Extract each line holding the word "list" from the entries.

Task data:
/---
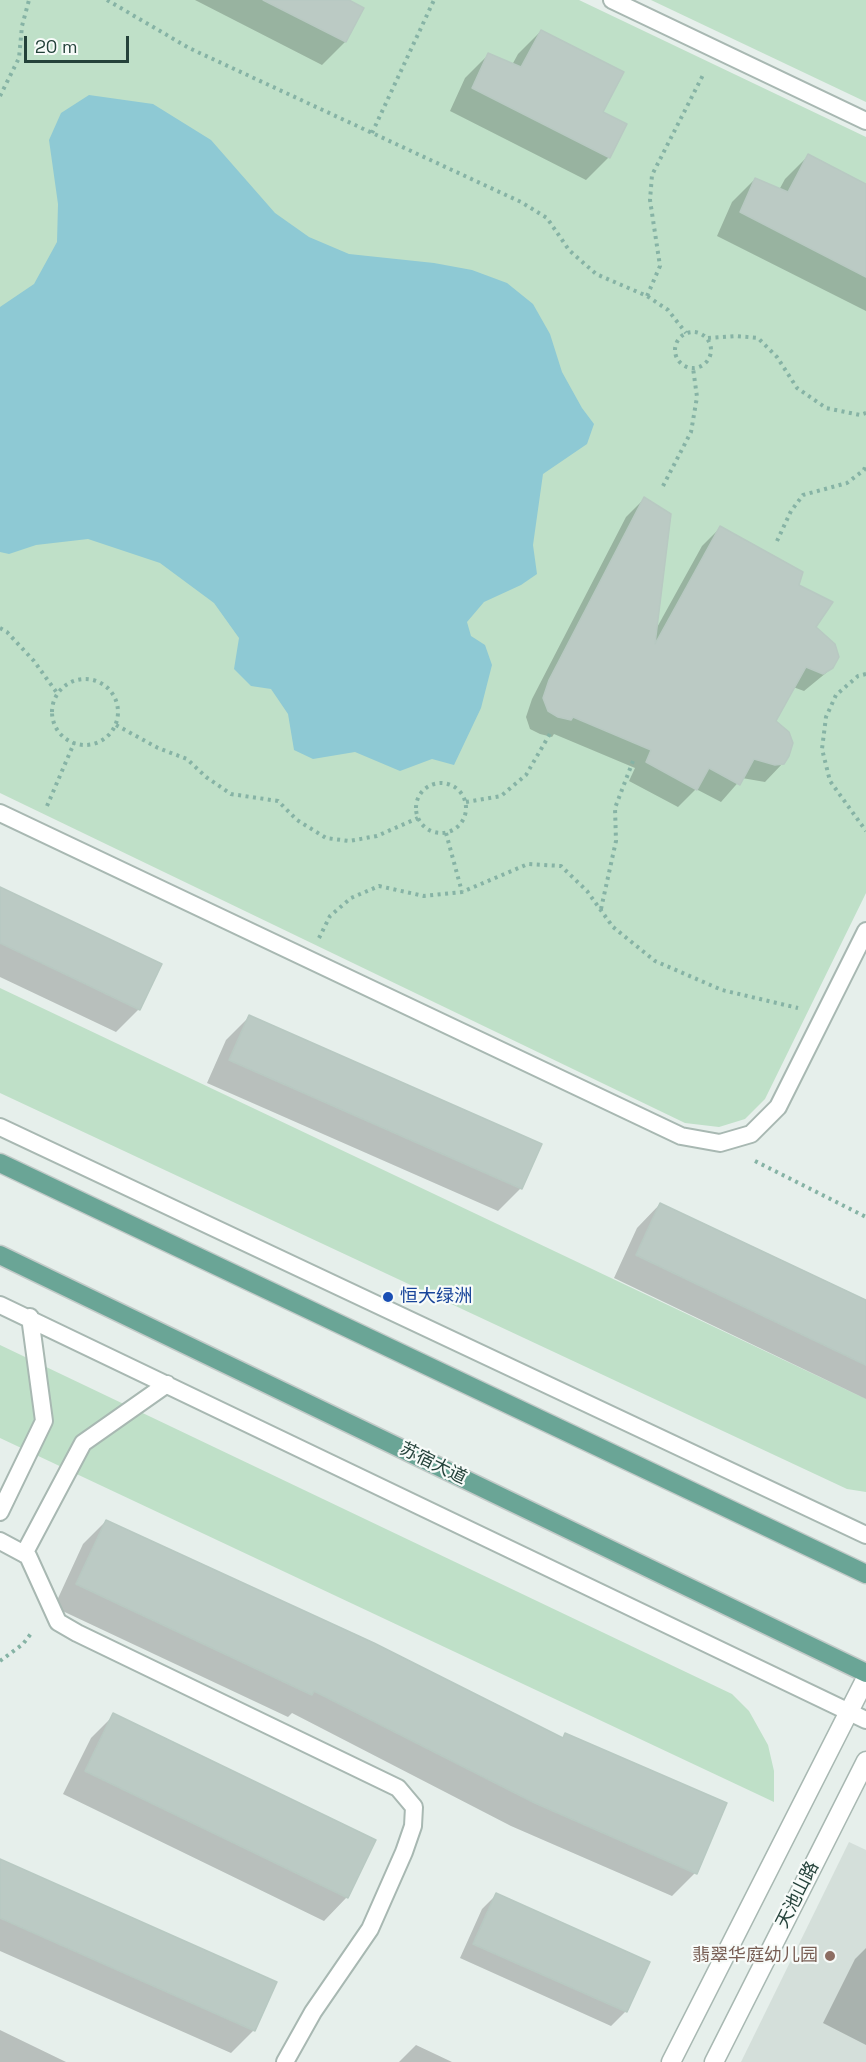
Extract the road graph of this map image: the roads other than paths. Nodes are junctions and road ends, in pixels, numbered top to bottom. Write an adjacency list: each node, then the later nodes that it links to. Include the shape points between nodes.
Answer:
\---
/---
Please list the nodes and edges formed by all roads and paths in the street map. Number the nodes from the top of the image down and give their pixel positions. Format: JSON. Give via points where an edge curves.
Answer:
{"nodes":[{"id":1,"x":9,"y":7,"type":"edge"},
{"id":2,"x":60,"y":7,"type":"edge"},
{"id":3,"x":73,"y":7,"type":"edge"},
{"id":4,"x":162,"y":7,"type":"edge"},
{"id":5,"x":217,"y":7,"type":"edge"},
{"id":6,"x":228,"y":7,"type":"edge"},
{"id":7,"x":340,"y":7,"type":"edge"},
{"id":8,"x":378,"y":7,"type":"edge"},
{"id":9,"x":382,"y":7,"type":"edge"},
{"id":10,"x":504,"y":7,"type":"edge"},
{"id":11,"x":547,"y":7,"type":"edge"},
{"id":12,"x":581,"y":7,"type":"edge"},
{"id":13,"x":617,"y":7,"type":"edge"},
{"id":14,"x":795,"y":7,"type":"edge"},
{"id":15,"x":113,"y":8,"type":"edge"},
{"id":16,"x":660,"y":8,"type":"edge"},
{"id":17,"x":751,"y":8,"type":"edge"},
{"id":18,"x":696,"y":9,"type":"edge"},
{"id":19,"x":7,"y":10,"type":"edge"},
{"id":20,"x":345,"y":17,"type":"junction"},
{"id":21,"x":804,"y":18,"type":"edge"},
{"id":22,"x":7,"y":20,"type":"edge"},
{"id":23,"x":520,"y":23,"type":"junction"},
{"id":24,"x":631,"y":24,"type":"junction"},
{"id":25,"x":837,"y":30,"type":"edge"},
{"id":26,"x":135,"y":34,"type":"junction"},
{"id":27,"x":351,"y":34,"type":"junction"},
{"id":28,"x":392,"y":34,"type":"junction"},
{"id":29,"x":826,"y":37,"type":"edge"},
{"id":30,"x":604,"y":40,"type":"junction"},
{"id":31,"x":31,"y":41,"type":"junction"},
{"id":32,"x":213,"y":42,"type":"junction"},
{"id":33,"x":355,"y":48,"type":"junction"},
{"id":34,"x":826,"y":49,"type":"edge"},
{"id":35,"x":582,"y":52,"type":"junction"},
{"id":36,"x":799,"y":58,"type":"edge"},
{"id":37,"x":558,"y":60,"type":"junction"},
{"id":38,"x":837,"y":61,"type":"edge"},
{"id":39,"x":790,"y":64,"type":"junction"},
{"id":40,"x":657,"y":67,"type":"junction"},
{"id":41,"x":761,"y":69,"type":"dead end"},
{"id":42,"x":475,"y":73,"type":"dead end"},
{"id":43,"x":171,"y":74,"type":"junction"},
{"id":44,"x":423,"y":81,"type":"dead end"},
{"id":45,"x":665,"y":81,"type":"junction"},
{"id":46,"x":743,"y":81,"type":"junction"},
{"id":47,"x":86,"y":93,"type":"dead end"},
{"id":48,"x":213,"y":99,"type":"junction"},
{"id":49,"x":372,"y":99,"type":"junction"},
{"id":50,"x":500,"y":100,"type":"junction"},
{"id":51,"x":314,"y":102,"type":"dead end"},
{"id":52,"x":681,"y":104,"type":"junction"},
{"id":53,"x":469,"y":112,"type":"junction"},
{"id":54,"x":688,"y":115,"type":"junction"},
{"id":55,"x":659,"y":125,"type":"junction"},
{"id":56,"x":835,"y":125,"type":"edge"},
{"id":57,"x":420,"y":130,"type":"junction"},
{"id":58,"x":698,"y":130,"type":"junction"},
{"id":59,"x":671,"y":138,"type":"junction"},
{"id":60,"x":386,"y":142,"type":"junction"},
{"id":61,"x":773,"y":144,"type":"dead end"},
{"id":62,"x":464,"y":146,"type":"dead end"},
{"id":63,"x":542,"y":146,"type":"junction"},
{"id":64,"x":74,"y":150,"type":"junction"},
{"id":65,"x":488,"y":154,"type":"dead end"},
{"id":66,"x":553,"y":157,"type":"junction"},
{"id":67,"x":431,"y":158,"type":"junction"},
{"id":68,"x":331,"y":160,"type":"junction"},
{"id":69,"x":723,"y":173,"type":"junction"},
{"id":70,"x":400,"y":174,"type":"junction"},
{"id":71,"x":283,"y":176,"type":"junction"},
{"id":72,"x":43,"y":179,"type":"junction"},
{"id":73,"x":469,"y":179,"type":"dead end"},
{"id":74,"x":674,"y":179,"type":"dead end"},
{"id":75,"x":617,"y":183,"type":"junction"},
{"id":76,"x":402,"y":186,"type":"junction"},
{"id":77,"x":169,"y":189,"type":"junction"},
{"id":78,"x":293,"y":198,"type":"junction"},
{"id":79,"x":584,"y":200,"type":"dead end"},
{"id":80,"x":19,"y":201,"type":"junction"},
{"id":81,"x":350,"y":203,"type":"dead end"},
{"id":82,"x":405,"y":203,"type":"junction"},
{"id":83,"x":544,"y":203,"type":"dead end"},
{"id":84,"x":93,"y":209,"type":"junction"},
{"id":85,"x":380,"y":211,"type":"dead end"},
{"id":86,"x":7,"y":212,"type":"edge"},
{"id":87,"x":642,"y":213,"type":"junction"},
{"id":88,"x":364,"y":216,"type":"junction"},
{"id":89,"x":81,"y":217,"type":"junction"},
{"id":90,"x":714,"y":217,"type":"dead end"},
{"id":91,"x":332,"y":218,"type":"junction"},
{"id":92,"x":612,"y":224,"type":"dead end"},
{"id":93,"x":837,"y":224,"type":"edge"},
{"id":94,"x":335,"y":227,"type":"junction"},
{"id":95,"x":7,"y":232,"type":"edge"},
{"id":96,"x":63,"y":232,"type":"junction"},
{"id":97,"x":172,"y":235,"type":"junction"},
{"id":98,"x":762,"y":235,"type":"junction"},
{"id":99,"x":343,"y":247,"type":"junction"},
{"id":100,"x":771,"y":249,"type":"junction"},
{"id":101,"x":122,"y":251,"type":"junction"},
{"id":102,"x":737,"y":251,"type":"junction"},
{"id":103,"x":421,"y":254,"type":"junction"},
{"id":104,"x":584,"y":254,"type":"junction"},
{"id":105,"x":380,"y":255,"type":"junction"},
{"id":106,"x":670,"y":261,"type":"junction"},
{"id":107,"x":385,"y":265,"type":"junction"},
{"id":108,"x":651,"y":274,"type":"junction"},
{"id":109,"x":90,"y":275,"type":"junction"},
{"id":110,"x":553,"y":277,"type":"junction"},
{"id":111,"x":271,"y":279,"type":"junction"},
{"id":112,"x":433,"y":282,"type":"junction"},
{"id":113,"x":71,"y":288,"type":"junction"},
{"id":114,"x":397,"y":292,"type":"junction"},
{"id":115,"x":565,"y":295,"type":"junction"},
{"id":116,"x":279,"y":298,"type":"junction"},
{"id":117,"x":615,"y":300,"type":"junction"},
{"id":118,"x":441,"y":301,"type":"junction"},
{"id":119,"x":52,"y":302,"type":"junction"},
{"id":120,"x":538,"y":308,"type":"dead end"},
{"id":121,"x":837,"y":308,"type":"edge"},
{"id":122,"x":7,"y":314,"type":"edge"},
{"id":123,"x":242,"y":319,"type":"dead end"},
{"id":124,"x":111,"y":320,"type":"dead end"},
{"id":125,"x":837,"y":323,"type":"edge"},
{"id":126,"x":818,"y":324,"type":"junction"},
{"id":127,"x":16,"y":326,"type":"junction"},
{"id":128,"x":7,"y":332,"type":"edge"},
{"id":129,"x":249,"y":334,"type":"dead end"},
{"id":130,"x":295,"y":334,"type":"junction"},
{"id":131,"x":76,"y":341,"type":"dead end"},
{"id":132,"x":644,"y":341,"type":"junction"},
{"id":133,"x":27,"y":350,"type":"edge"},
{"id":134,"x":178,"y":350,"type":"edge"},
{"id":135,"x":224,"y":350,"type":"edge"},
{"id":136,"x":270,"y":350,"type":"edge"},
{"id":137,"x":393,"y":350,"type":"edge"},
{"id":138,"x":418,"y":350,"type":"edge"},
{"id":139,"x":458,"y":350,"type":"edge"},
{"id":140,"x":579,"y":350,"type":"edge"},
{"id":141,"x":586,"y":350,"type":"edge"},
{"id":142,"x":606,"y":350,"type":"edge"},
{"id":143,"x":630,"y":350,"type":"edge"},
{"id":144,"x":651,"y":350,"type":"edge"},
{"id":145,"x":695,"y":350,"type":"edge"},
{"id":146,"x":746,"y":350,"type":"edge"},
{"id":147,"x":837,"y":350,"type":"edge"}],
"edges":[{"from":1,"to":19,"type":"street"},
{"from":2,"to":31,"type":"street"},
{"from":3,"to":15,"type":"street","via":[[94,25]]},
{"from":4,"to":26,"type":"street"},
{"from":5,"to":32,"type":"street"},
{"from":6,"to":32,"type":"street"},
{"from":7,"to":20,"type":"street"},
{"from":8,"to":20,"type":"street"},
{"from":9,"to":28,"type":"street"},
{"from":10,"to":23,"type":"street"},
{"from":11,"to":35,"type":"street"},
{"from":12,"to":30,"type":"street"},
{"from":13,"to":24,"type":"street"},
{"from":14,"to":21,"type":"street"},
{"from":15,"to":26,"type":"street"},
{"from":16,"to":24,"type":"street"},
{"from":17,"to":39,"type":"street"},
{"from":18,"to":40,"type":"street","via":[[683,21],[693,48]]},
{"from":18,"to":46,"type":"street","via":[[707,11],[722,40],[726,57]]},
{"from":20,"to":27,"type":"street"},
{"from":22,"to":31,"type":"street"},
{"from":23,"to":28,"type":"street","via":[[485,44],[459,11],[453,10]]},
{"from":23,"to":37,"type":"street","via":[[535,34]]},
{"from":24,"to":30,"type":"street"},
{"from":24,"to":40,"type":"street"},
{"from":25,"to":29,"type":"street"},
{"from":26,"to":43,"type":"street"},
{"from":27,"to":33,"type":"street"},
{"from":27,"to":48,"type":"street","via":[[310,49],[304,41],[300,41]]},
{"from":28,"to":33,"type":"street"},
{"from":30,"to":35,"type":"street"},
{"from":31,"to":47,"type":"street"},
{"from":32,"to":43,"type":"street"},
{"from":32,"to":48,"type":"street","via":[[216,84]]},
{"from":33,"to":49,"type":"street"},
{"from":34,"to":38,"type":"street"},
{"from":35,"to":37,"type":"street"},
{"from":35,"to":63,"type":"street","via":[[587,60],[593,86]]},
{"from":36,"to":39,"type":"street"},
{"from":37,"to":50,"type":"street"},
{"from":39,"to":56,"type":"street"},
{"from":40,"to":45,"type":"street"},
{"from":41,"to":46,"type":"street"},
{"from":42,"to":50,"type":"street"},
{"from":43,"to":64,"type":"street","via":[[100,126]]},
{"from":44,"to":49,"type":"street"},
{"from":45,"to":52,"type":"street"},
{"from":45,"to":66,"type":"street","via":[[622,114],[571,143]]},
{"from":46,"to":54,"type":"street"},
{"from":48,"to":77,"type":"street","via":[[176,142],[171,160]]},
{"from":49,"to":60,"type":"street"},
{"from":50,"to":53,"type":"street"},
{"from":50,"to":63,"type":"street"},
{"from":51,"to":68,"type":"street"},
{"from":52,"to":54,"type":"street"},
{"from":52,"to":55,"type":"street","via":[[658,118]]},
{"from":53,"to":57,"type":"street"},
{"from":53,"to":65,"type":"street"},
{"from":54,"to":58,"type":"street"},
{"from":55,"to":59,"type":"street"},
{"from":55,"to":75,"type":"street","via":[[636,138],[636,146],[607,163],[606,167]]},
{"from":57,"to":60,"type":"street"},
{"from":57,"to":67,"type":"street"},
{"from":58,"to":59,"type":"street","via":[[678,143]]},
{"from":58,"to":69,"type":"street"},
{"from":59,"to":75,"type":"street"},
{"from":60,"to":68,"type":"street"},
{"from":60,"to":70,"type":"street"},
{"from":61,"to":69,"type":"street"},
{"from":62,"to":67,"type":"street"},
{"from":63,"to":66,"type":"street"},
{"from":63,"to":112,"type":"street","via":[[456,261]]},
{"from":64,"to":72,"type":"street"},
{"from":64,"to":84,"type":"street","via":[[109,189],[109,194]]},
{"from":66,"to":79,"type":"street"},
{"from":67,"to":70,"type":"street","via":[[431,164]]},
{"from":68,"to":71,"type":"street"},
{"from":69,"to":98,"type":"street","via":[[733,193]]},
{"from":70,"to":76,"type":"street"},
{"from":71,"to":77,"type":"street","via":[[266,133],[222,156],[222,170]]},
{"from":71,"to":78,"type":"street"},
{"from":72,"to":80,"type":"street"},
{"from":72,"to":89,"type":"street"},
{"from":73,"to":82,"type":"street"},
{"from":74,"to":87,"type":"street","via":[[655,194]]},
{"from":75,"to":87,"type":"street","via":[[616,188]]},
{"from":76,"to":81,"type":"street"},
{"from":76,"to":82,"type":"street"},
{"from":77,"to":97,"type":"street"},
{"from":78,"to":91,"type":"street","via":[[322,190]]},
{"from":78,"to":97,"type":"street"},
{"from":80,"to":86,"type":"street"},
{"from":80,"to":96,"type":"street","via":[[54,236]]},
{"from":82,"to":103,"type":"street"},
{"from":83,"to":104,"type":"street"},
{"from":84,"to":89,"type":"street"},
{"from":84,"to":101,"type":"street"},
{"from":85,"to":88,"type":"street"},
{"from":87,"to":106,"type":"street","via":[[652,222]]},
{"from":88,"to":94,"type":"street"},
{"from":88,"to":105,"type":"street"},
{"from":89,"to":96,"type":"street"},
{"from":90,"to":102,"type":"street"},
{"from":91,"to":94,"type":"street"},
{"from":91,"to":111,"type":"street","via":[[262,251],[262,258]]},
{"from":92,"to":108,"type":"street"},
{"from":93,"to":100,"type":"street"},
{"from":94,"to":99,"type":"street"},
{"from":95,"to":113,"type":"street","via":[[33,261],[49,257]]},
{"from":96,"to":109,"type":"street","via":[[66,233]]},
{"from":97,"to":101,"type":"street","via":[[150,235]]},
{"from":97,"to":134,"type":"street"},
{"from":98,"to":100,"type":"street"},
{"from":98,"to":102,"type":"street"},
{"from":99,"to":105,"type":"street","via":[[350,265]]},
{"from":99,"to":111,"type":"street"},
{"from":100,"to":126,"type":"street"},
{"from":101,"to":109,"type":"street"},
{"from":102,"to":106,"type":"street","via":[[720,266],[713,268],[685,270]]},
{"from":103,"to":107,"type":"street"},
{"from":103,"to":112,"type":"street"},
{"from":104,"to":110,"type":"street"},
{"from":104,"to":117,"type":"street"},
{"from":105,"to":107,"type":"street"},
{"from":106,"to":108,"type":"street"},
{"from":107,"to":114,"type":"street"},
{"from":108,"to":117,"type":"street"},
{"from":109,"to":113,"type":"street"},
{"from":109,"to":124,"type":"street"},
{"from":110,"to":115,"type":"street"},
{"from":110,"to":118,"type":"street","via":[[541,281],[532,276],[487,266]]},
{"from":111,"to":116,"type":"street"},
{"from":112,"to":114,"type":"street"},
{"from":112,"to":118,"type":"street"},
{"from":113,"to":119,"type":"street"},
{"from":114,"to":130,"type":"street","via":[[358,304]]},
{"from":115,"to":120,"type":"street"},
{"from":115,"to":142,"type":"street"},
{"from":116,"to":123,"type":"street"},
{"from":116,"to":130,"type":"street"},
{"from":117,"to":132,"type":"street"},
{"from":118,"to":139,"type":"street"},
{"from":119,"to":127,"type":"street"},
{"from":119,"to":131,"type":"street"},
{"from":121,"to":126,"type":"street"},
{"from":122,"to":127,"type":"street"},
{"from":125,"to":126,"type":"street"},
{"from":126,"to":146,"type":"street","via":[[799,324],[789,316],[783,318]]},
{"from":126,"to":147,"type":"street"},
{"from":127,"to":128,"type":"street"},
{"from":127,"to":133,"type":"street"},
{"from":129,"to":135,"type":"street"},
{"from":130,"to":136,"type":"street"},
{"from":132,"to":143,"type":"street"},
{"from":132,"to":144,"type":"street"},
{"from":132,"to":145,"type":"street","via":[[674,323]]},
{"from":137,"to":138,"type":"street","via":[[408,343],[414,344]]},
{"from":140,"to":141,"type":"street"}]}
\---
/---
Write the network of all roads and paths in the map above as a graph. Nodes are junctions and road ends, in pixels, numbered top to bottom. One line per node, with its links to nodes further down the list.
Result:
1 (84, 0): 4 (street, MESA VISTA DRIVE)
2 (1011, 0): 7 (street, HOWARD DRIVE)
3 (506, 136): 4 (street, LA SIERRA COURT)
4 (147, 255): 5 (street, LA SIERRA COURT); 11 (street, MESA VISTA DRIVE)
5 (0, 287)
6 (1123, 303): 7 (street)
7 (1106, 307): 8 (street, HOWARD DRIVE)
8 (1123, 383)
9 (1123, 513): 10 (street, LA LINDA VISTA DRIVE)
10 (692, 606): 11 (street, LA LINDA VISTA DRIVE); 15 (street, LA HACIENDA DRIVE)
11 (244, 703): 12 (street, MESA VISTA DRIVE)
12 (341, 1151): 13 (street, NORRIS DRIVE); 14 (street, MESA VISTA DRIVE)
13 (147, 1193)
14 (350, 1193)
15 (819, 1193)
\---
Exercise result:
Extract the road graph of this map image: the roads other than paths. Nodes are junctions and road ends, in pixels, numbered top to bottom. Write an adjacency list: each node, then the later nodes that it links to. Include the shape points between nodes.
Please list the nodes and edges formed by all roads and paths in the street map. Number the nodes from the top of the image down and give their pixel positions. Format: JSON. Give via points where an edge curves.
Write the network of all roads and paths in the map above as a graph. Nodes are junctions and road ends, in pixels, numbered top to bottom. One line per node, with its links to nodes further down the list.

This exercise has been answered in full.